§ **Required work**: Each line below must be printed again exactly.

(Collected data entries)
—————

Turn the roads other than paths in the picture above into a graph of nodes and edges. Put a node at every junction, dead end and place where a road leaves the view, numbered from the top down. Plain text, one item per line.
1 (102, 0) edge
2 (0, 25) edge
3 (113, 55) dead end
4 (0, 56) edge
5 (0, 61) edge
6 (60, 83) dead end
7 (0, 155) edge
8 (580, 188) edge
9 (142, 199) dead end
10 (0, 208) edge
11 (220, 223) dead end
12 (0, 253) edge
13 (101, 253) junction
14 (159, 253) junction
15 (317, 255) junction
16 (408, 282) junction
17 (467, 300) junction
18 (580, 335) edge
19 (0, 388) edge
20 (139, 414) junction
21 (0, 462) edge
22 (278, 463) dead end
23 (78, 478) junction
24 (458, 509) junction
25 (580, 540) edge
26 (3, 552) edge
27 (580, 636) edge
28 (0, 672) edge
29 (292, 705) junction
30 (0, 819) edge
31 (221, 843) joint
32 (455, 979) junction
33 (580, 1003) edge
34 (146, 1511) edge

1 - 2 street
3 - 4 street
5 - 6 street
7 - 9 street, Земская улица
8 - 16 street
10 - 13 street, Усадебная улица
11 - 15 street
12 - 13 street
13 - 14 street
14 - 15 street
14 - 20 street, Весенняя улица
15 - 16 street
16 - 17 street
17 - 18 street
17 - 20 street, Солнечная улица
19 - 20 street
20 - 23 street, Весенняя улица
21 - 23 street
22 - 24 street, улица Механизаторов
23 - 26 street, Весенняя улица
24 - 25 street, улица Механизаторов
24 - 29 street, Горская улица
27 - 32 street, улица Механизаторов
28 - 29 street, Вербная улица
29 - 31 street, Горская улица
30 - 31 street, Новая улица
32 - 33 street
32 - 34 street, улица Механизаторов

—————

§ **Result**:
Turn the roads other than paths in the picture above into a graph of nodes and edges. Put a node at every junction, dead end and place where a road leaves the view, numbered from the top down. Plain text, one item per line.
1 (102, 0) edge
2 (0, 25) edge
3 (113, 55) dead end
4 (0, 56) edge
5 (0, 61) edge
6 (60, 83) dead end
7 (0, 155) edge
8 (580, 188) edge
9 (142, 199) dead end
10 (0, 208) edge
11 (220, 223) dead end
12 (0, 253) edge
13 (101, 253) junction
14 (159, 253) junction
15 (317, 255) junction
16 (408, 282) junction
17 (467, 300) junction
18 (580, 335) edge
19 (0, 388) edge
20 (139, 414) junction
21 (0, 462) edge
22 (278, 463) dead end
23 (78, 478) junction
24 (458, 509) junction
25 (580, 540) edge
26 (3, 552) edge
27 (580, 636) edge
28 (0, 672) edge
29 (292, 705) junction
30 (0, 819) edge
31 (221, 843) joint
32 (455, 979) junction
33 (580, 1003) edge
34 (146, 1511) edge

1 - 2 street
3 - 4 street
5 - 6 street
7 - 9 street, Земская улица
8 - 16 street
10 - 13 street, Усадебная улица
11 - 15 street
12 - 13 street
13 - 14 street
14 - 15 street
14 - 20 street, Весенняя улица
15 - 16 street
16 - 17 street
17 - 18 street
17 - 20 street, Солнечная улица
19 - 20 street
20 - 23 street, Весенняя улица
21 - 23 street
22 - 24 street, улица Механизаторов
23 - 26 street, Весенняя улица
24 - 25 street, улица Механизаторов
24 - 29 street, Горская улица
27 - 32 street, улица Механизаторов
28 - 29 street, Вербная улица
29 - 31 street, Горская улица
30 - 31 street, Новая улица
32 - 33 street
32 - 34 street, улица Механизаторов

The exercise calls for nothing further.